A piece I did this week. In light of the hundreds of murdered and missing Aboriginal women in this country and recent news of a missing 58 year old woman from just down the road from here (sadly she was found dead two days later, no foul play suspected) I was thinking of “loss”. How it would feel to not know, to be continually searching and looking, for a loved one.

My son and I left Walmart the other day and paused in front of the posters of missing persons they hang in the entrance. Some were recent, some from as far back as the 1970’s.

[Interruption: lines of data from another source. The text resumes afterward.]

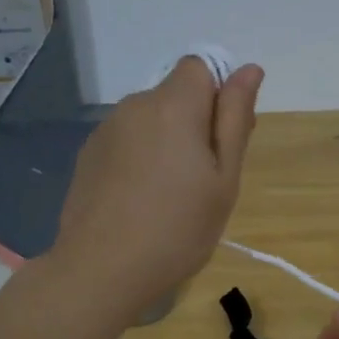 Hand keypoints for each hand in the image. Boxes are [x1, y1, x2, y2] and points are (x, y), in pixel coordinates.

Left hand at [51, 56, 263, 311]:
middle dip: (195, 122)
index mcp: (173, 106)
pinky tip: (140, 200)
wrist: (101, 271)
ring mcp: (106, 130)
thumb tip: (249, 69)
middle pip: (175, 94)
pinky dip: (141, 158)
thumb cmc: (178, 229)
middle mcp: (135, 106)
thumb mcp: (224, 179)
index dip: (219, 94)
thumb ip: (235, 118)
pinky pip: (127, 140)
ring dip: (167, 141)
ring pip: (150, 119)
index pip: (200, 67)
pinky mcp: (88, 155)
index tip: (224, 139)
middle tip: (205, 178)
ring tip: (170, 195)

Faces of children, young women, a few men, all being missed by families and friends, that had vanished never to be seen again were staring at us.

Emma Fillipoff has been missing since Nov 28, 2012, vanishing from in front of the Empress Hotel in Victoria, British Columbia, at the age of 26. Her mother resides nearby where I live. She is not someone I know personally, but I reflect often on what she is going through, even after all this time. Thankfully, I have no close relatives or friends who have vanished. Yet.

It sounds awful to say that but the odds are high that sooner or later it will hit closer to home. For a moment I tried to put myself in that position. What would it feel like to be missing someone?  I could not stay in that feeling too long because I look down to my chest and feel the empty hole. I feel it with my senses even before I touch my chest or look with my eyes. It’s hollow and cavernous. It feels like a huge chunk of my chest has been removed and it’s difficult to breathe.

I’m sure for those who are constantly ‘looking’ or ‘waiting’ for news it’s actually a lot worse. But that is as much as I can imagine. From this feeling came the artwork I posted above.

The ‘Round Dance’ has many meanings and several styles, depending on what Nation you come from. A few are mentioned here: http://www.cbc.ca/manitoba/scene/homepage-promo/2013/01/28/round-dance-revolution-drums-up-support-for-idle-no-more/

Or an alternative explanation:

http://www.native-drums.ca/index.php/Music/Social_Dance?tp=a&bg=1&ln=e

The Round Dance signifies a lot of things; the healing circle, the social gathering of community,  a ceremony or festival, and even a form of grieving or celebrating through dance. The spaces in between the dancers represent missing members of the community. The friends and family left ‘searching’ look whole, but if you look closely (their shadows) they have holes in their chests. The darker dancers, drawn differently than those in the foreground, are my interpretation of the physical hardship that families go through. The dwindling of spirit directly affecting ones body. The faint outline of a drum, the ‘heartbeat’ of many traditional dances is under their feet. Without those missing friends, family and loved ones, the dance is broken and like a ‘community’ being broken, will not function properly. Dancers will be out of step, the enclosure is vulnerable without everyone clasping hands (a sign of support/strength/love/kinship), and those that are there will be ‘un-whole’.